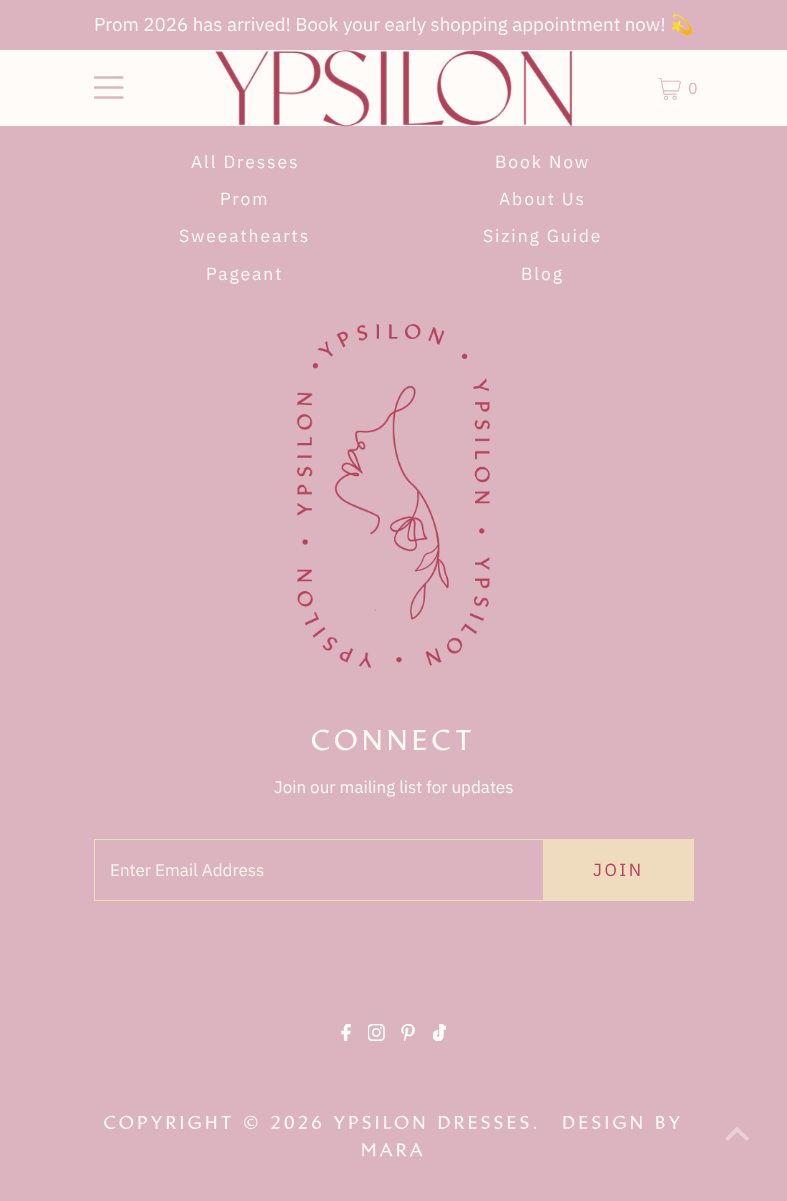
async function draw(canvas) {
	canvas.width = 787;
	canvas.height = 1201;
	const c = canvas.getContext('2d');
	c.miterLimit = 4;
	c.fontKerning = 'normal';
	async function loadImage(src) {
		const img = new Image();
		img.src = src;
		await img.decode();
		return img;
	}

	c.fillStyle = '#dcb4bf';
	c.fillRect(0, 0, 787, 1201);
	c.font = '18.75px IBM Plex Sans';
	c.fillStyle = '#fffaf4';
	c.fillText('Prom 2026 has arrived! Book your early shopping appointment now!', 94, 31);
	c.font = '18.75px Noto Color Emoji';
	c.fillText('💫', 670, 31);
	c.fillStyle = '#fffbf8';
	c.fillRect(0, 50, 787, 76);
	c.drawImage(await loadImage('img1.png'), 94, 76, 30, 23);
	c.drawImage(await loadImage('img2.png'), 215, 50, 358, 77);
	c.drawImage(await loadImage('img3.png'), 658, 78, 23, 22);
	c.letterSpacing = '2.5px';
	c.font = '16px IBM Plex Sans';
	c.fillStyle = '#dcb4bf';
	c.fillText('0', 688, 94);
	c.letterSpacing = '1.9px';
	c.font = '17.5px IBM Plex Sans';
	c.fillStyle = '#fffaf4';
	for (const [text, x, y] of [
		['All Dresses', 191, 168],
		['Prom', 220, 205],
		['Sweeathearts', 179, 242],
		['Pageant', 206, 280],
		['Book Now', 495, 168],
		['About Us', 499, 205],
		['Sizing Guide', 483, 242],
		['Blog', 521, 280],
	]) {
		c.fillText(text, x, y);
	}
	c.drawImage(await loadImage('img4.png'), 296, 324, 194, 344);
	c.drawImage(await loadImage('img5.png'), 311, 729, 160, 22);
	c.letterSpacing = '0px';
	c.font = '17px IBM Plex Sans';
	c.fillText('Join our mailing list for updates', 274, 793);
	c.strokeStyle = '#efdcbe';
	c.strokeRect(94.5, 839.5, 449, 61);
	c.fillStyle = '#fdf6ee';
	c.fillText('Enter Email Address', 110, 876);
	c.fillStyle = '#efdcbe';
	c.fillRect(544, 839, 150, 62);
	c.letterSpacing = '2.5px';
	c.font = '17.5px IBM Plex Sans';
	c.fillStyle = '#b5435c';
	c.fillText('JOIN', 593, 876);
	c.drawImage(await loadImage('img6.png'), 341, 1024, 10, 17);
	c.drawImage(await loadImage('img7.png'), 368, 1024, 17, 17);
	c.drawImage(await loadImage('img8.png'), 401, 1024, 14, 17);
	c.drawImage(await loadImage('img9.png'), 433, 1024, 13, 17);
	c.drawImage(await loadImage('img10.png'), 104, 1115, 218, 14);
	c.drawImage(await loadImage('img11.png'), 333, 1115, 196, 14);
	c.drawImage(await loadImage('img12.png'), 533, 1115, 147, 14);
	c.drawImage(await loadImage('img13.png'), 362, 1143, 61, 14);
	c.fillStyle = '#ead0d4';
	c.beginPath();
	c.moveTo(737, 1126.5);
	c.lineTo(725, 1138.5);
	c.lineTo(728, 1141);
	c.lineTo(737, 1132);
	c.lineTo(746.5, 1141);
	c.lineTo(749.5, 1138.5);
	c.closePath();
	c.fill();
}

draw(document.querySelector('canvas'));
═══
● **TASK ITEM**:
Copy exactly, and only, the lines from the first line of the material through the line that contains "c.drawImage(await loadImage('img7.png'), 368, 1024, 17, 17);", both ends kept; no pictures.

● **TASK SOLUTION**:
async function draw(canvas) {
	canvas.width = 787;
	canvas.height = 1201;
	const c = canvas.getContext('2d');
	c.miterLimit = 4;
	c.fontKerning = 'normal';
	async function loadImage(src) {
		const img = new Image();
		img.src = src;
		await img.decode();
		return img;
	}

	c.fillStyle = '#dcb4bf';
	c.fillRect(0, 0, 787, 1201);
	c.font = '18.75px IBM Plex Sans';
	c.fillStyle = '#fffaf4';
	c.fillText('Prom 2026 has arrived! Book your early shopping appointment now!', 94, 31);
	c.font = '18.75px Noto Color Emoji';
	c.fillText('💫', 670, 31);
	c.fillStyle = '#fffbf8';
	c.fillRect(0, 50, 787, 76);
	c.drawImage(await loadImage('img1.png'), 94, 76, 30, 23);
	c.drawImage(await loadImage('img2.png'), 215, 50, 358, 77);
	c.drawImage(await loadImage('img3.png'), 658, 78, 23, 22);
	c.letterSpacing = '2.5px';
	c.font = '16px IBM Plex Sans';
	c.fillStyle = '#dcb4bf';
	c.fillText('0', 688, 94);
	c.letterSpacing = '1.9px';
	c.font = '17.5px IBM Plex Sans';
	c.fillStyle = '#fffaf4';
	for (const [text, x, y] of [
		['All Dresses', 191, 168],
		['Prom', 220, 205],
		['Sweeathearts', 179, 242],
		['Pageant', 206, 280],
		['Book Now', 495, 168],
		['About Us', 499, 205],
		['Sizing Guide', 483, 242],
		['Blog', 521, 280],
	]) {
		c.fillText(text, x, y);
	}
	c.drawImage(await loadImage('img4.png'), 296, 324, 194, 344);
	c.drawImage(await loadImage('img5.png'), 311, 729, 160, 22);
	c.letterSpacing = '0px';
	c.font = '17px IBM Plex Sans';
	c.fillText('Join our mailing list for updates', 274, 793);
	c.strokeStyle = '#efdcbe';
	c.strokeRect(94.5, 839.5, 449, 61);
	c.fillStyle = '#fdf6ee';
	c.fillText('Enter Email Address', 110, 876);
	c.fillStyle = '#efdcbe';
	c.fillRect(544, 839, 150, 62);
	c.letterSpacing = '2.5px';
	c.font = '17.5px IBM Plex Sans';
	c.fillStyle = '#b5435c';
	c.fillText('JOIN', 593, 876);
	c.drawImage(await loadImage('img6.png'), 341, 1024, 10, 17);
	c.drawImage(await loadImage('img7.png'), 368, 1024, 17, 17);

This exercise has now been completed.